## How to complete this task
Please find the lines in the entries below that contain the word "column", and copy each one.

## Given records
◆ ◆ ◆ ◆ ◆
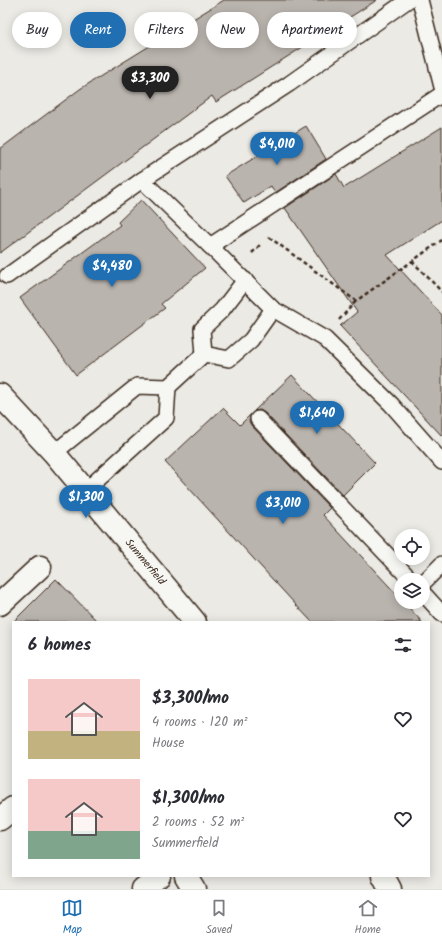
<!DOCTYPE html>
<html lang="en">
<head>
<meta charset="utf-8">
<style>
	:root { --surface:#fff; --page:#f2f2f3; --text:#2b2b33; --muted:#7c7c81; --line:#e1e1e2; --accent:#1f6fb2 }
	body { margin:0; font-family:Kalam,sans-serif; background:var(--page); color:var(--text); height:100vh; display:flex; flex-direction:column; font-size:15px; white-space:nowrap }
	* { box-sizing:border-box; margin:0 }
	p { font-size:13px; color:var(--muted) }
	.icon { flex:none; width:22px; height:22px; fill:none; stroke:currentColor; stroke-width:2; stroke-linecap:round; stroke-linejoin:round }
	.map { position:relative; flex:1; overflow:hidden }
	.details { position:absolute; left:12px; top:621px; width:418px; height:256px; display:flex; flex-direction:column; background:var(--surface); border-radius:0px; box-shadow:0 2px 10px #0003 }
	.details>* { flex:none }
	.top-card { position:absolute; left:12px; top:12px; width:418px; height:36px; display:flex; gap:8px }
	.tools { position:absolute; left:394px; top:529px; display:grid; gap:8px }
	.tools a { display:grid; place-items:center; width:36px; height:36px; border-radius:50%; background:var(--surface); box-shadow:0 2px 10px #0003; font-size:20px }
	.price { position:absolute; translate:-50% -34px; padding:0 9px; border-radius:14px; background:var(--accent); color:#fff; font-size:13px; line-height:26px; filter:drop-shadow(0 1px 2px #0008) }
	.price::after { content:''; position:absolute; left:50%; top:24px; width:12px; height:9px; margin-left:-6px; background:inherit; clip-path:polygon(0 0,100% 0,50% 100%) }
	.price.on { background:#222; color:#fff }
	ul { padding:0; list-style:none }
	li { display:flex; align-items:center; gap:12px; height:100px; padding:0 16px }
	li span { display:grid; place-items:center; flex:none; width:112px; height:80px; border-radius:0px; color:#555 }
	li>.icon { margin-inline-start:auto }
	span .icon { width:48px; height:48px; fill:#fffc; stroke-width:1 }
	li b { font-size:17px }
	h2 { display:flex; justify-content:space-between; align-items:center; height:48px; padding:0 16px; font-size:17px }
	.pill { padding:0 14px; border-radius:18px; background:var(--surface); box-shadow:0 2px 10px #0003; font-size:14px; line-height:36px }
	.pill.on { background:var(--accent); color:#fff }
	.menu { display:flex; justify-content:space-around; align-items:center; height:56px; border-top:1px solid var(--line); background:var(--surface); font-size:11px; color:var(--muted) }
	.menu a { display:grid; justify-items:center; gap:2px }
	.menu .on { color:var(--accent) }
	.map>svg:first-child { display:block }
</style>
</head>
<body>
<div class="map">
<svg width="442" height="889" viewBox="0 0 442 889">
	<rect width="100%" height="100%" fill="#ebeae5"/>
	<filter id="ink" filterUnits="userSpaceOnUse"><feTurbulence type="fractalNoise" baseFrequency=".025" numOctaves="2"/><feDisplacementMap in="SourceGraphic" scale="8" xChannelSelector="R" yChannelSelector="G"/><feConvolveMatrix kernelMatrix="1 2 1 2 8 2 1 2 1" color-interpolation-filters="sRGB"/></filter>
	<g filter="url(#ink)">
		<!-- building -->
		<g fill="#bab4ae" stroke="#3b2a1e">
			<path d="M 224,0 L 377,0 L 216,102 L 212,96 L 0,253 L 0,149 L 80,89 Z"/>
			<path d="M 306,126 L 326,159 L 275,193 L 271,186 L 244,203 L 225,176 Z"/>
			<path d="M 442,127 L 442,220 L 387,255 L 442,315 L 442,436 L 340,326 L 357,312 L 285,208 L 336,174 L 344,188 Z"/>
			<path d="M 141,200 L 205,268 L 161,304 L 165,308 L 76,375 L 20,298 L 120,225 L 118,222 Z"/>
			<path d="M 292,375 L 375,463 L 343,495 L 265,413 L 260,410 L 254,411 Z"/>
			<path d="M 223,408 L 240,425 L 251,414 L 249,421 L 251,425 L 330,508 L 323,515 L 401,599 L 401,602 L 404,602 L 422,622 L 312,622 L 296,605 L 165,462 Z"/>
			<path d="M 56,579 L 98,622 L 13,622 Z"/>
		</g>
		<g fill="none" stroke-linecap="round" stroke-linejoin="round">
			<defs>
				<g id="service">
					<path d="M 420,0 L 442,87"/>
					<path d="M 442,94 L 210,246 L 273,309 L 325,339 L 391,404 L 442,462"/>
					<path d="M 210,246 L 142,180 L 289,84 L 408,0"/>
					<path d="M 7,276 L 142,180"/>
					<path d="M 204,354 L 229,359 L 251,340 L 273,309"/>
					<path d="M 204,354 L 202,329 L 222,310 L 245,280"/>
					<path d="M 258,419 L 411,580"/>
					<path d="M 54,453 L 137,386 L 168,387 L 204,354"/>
					<path d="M 85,491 L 166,418 L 168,387"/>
					<path d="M 423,583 L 442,564"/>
					<path d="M 423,593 L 442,614"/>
				</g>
				<g id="minor">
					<path d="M 0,604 L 40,567"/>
					<path d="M 0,819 L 13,808"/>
					<path d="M 186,876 L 194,889"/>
					<path d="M 143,889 L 159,876"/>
				</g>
				<g id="tertiary">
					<path d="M 0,395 L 54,453 L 195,622"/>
					<path d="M 383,876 L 390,889"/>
				</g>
			</defs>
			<!-- service casing -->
			<use href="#service" stroke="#3b2a1e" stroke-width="18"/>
			<!-- minor casing -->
			<use href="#minor" stroke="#3b2a1e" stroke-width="25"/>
			<!-- tertiary casing -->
			<use href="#tertiary" stroke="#3b2a1e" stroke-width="25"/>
			<!-- path -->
			<g stroke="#3b2a1e" stroke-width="2.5" stroke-dasharray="4 3" stroke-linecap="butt">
				<path d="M 269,237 L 356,301 L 442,240"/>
				<path d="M 252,253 L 261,244"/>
				<path d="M 412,261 L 442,292"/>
				<path d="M 339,320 L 356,301"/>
			</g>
			<!-- service -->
			<use href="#service" stroke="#f6f6f2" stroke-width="15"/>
			<!-- minor -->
			<use href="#minor" stroke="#f6f6f2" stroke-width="22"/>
			<!-- tertiary -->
			<use href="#tertiary" stroke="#f6f6f2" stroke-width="22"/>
		</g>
	</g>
	<g text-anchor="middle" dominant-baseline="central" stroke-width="3.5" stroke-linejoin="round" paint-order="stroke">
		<!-- street labels -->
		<g font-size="11" fill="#3b2a1e" stroke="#f6f6f2">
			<text transform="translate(145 562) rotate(50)">Summerfield</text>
		</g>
	</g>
</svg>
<div class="tools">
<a><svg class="icon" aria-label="locate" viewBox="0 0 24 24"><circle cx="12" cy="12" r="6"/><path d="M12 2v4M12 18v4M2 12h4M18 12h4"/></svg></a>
<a><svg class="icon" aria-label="layers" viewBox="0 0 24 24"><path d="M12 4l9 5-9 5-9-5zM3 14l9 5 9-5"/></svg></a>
</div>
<b class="price on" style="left:150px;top:100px">$3,300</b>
<b class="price" style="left:277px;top:166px">$4,010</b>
<b class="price" style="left:112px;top:288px">$4,480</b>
<b class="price" style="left:317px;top:435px">$1,640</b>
<b class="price" style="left:86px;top:519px">$1,300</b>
<b class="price" style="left:283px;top:525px">$3,010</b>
<div class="top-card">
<a class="pill">Buy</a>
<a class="pill on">Rent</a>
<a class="pill">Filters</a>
<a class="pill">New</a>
<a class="pill">Apartment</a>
</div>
<section class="details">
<h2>6 homes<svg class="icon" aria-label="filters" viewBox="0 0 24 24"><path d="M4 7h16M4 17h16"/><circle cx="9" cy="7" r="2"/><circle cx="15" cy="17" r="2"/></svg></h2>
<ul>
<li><span style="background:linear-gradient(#f6c9c9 65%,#c2b280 0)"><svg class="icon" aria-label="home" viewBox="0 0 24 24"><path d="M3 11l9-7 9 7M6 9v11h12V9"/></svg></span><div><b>$3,300/mo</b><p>4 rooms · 120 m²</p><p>House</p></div><svg class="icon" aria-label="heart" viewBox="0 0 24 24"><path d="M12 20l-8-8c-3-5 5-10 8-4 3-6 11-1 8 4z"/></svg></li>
<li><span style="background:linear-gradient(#f6c9c9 65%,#7fa58c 0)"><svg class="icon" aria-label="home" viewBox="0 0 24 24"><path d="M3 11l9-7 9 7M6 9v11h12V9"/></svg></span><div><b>$1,300/mo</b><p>2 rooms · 52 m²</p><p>Summerfield</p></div><svg class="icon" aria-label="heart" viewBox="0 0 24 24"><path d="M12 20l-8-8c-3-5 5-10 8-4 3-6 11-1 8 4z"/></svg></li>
</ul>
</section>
</div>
<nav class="menu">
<a class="on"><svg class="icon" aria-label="map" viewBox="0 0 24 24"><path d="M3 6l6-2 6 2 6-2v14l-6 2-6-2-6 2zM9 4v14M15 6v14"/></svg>Map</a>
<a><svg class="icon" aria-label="saved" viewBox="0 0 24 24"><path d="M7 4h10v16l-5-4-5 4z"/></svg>Saved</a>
<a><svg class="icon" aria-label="home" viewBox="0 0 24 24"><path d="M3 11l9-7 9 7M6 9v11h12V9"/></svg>Home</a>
</nav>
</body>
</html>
◆ ◆ ◆ ◆ ◆
## Answer space
	body { margin:0; font-family:Kalam,sans-serif; background:var(--page); color:var(--text); height:100vh; display:flex; flex-direction:column; font-size:15px; white-space:nowrap }
	.details { position:absolute; left:12px; top:621px; width:418px; height:256px; display:flex; flex-direction:column; background:var(--surface); border-radius:0px; box-shadow:0 2px 10px #0003 }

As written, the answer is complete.